Data for the task
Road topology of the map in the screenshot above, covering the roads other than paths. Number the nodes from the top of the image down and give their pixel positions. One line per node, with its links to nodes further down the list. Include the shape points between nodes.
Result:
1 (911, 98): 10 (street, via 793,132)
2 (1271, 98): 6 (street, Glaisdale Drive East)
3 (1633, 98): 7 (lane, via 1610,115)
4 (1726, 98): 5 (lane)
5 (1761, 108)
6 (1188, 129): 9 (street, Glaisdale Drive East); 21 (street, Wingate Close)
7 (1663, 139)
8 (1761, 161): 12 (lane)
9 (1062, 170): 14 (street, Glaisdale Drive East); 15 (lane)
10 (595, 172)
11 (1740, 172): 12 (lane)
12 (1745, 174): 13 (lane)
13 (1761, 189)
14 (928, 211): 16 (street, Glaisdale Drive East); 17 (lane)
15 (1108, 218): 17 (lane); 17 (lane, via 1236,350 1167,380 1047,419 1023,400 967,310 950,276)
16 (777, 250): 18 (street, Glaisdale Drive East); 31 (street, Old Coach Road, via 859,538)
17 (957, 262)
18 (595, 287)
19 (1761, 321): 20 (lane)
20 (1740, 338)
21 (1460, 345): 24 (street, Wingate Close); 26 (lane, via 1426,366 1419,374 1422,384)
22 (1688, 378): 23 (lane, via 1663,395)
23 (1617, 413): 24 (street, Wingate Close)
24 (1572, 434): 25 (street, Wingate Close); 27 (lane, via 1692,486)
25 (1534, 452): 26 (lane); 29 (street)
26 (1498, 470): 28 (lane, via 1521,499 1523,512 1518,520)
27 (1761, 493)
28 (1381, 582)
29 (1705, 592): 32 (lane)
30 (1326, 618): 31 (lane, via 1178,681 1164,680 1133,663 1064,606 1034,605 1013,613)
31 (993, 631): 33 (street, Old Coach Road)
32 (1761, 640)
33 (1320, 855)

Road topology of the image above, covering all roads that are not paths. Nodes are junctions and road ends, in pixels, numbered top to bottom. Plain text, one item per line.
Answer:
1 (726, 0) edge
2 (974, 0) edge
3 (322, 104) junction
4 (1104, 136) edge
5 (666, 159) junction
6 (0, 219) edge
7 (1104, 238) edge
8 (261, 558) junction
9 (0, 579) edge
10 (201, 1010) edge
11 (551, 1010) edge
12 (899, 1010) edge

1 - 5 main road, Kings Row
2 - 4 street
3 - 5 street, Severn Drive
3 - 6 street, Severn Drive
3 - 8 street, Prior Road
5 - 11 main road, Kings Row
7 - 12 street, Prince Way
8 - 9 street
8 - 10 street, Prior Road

What you are asked to do
Give the entries again, every one of them exactly.

Answer to this exercise
Road topology of the map in the screenshot above, covering the roads other than paths. Number the nodes from the top of the image down and give their pixel positions. One line per node, with its links to nodes further down the list. Include the shape points between nodes.
Result:
1 (911, 98): 10 (street, via 793,132)
2 (1271, 98): 6 (street, Glaisdale Drive East)
3 (1633, 98): 7 (lane, via 1610,115)
4 (1726, 98): 5 (lane)
5 (1761, 108)
6 (1188, 129): 9 (street, Glaisdale Drive East); 21 (street, Wingate Close)
7 (1663, 139)
8 (1761, 161): 12 (lane)
9 (1062, 170): 14 (street, Glaisdale Drive East); 15 (lane)
10 (595, 172)
11 (1740, 172): 12 (lane)
12 (1745, 174): 13 (lane)
13 (1761, 189)
14 (928, 211): 16 (street, Glaisdale Drive East); 17 (lane)
15 (1108, 218): 17 (lane); 17 (lane, via 1236,350 1167,380 1047,419 1023,400 967,310 950,276)
16 (777, 250): 18 (street, Glaisdale Drive East); 31 (street, Old Coach Road, via 859,538)
17 (957, 262)
18 (595, 287)
19 (1761, 321): 20 (lane)
20 (1740, 338)
21 (1460, 345): 24 (street, Wingate Close); 26 (lane, via 1426,366 1419,374 1422,384)
22 (1688, 378): 23 (lane, via 1663,395)
23 (1617, 413): 24 (street, Wingate Close)
24 (1572, 434): 25 (street, Wingate Close); 27 (lane, via 1692,486)
25 (1534, 452): 26 (lane); 29 (street)
26 (1498, 470): 28 (lane, via 1521,499 1523,512 1518,520)
27 (1761, 493)
28 (1381, 582)
29 (1705, 592): 32 (lane)
30 (1326, 618): 31 (lane, via 1178,681 1164,680 1133,663 1064,606 1034,605 1013,613)
31 (993, 631): 33 (street, Old Coach Road)
32 (1761, 640)
33 (1320, 855)

Road topology of the image above, covering all roads that are not paths. Nodes are junctions and road ends, in pixels, numbered top to bottom. Plain text, one item per line.
Answer:
1 (726, 0) edge
2 (974, 0) edge
3 (322, 104) junction
4 (1104, 136) edge
5 (666, 159) junction
6 (0, 219) edge
7 (1104, 238) edge
8 (261, 558) junction
9 (0, 579) edge
10 (201, 1010) edge
11 (551, 1010) edge
12 (899, 1010) edge

1 - 5 main road, Kings Row
2 - 4 street
3 - 5 street, Severn Drive
3 - 6 street, Severn Drive
3 - 8 street, Prior Road
5 - 11 main road, Kings Row
7 - 12 street, Prince Way
8 - 9 street
8 - 10 street, Prior Road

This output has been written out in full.